Its President, Grace-Marie Turner, just published a column in Forbes on The Avalanche Of New Obamacare Rules Will Come In January, 2013. She notes that the federal government has already issued 13,000 pages of regulations (it takes 18 to define “full-time employee”), but that HHS is way behind on providing all the rules needed for implementing the 2,700-page law. The result is chaotic uncertainty for everyone involved in the system – health care providers, state governments, employers – and of course consumers.
But it gets worse, because even if Romney is elected, unwinding ObamaCare will be difficult.
Going beyond Turner’s article, the word in Washington is that it is improbable that the Republicans will have the filibuster-proof majority in the Senate necessary for outright repeal. It also seems improbable that 10 Democratic Senators will put country above partisanship and vote to remedy the error of passing the law in the first place by repealing it. That is not how they play the game in any case, and there will be serious political pressures on the Dems to hold firm, from both labor and business.
The unions and the Dems see organizing federalized health care as the road to future cornucopias of union dues, much of which will be recycled into campaign contributions. The health care industry is silent about repeal. Its members were bribed and bludgeoned into supporting OmamaCare, and will be reluctant to reverse course. They have already spent great sums preparing for implementation, which they would see as wasted if repeal happened, and they will be reluctant to give up the potential bonanzas that persuaded them to support the bill in the first place, such as subsidized insurance costs and other benefits. Besides, health care executives bet their careers on the law, and may see no good line of retreat.
So the prognosis is for continuing confusion. Turner’s article points out that, if Romney wins, then “Congress will surely begin actively blocking any new rules that come out and working to unwind those already on the books.” On the other hand, if Obama wins, then “his Rube Goldberg health law may well implode from the nearly impossible task of re-engineering one-sixth of our economy to fit his centrally-controlled archetype.”

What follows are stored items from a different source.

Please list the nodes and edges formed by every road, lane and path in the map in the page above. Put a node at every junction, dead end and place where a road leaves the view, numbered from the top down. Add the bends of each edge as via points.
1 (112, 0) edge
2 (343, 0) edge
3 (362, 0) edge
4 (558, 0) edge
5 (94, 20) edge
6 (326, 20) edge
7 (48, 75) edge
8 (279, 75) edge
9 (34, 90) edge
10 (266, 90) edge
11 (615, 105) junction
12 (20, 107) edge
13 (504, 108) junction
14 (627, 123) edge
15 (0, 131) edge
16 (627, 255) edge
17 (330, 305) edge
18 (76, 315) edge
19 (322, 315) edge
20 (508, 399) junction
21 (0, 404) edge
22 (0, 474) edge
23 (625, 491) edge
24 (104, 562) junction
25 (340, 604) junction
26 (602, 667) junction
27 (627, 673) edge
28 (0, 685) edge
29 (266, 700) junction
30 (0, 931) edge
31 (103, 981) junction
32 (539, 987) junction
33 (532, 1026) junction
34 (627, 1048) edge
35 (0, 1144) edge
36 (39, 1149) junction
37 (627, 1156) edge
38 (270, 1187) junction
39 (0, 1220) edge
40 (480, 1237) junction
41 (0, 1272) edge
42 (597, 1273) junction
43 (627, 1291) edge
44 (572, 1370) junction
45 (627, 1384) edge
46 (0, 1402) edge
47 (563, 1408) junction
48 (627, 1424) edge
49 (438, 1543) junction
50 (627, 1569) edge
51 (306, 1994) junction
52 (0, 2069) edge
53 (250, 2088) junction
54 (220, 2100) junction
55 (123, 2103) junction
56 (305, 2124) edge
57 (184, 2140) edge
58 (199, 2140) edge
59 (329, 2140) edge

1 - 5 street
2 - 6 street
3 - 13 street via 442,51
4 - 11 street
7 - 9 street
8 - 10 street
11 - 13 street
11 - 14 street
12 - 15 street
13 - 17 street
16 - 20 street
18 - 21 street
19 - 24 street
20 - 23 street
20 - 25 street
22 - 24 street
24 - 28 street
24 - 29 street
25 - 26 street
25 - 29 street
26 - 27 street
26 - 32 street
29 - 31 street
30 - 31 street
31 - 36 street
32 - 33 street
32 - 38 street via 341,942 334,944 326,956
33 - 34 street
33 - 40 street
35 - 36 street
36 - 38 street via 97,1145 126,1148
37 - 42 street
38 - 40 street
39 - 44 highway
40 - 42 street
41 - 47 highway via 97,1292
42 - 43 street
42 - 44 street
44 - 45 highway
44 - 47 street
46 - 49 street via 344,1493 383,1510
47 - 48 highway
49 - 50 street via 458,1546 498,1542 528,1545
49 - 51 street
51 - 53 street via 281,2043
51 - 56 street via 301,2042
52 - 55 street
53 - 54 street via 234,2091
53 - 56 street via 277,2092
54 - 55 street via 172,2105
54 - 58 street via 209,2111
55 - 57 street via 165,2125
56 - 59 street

The lesson is that the election will not end this business, even if Romney wins. The Tea Party army better not disband, because preserving the U.S. health care system will require continuing political outrage, and pressure.
For a sensible discussion of health care policy, see After the ACA: Freeing the Market for Health Care (Oct. 18, 2012), by Prof. John Cochrane of the University of Chicago. Prof. Russ Roberts of George Mason University, at the free market site Cafe Hayek, calls it “The best essay on health care, ever . . . . wise, witty, and full of good economics.” He adds: “It’s a defense of allowing health care to emerge from the bottom-up rather the top-down. Cochrane explains why the current legal and regulatory framework keep those bottom-up solutions from happening already.”
[D]oubling down regulations on an already highly regulated system, full of protected and politically connected incumbents and rent-seekers, has little chance of achieving [any of our] goals. Whether in the post-office model (government provision), or the 1950s-style regulated airline, utility or bank model (the ACA) this effort will just produce less efficiency, more costs, and another generation of bright ideas dashed.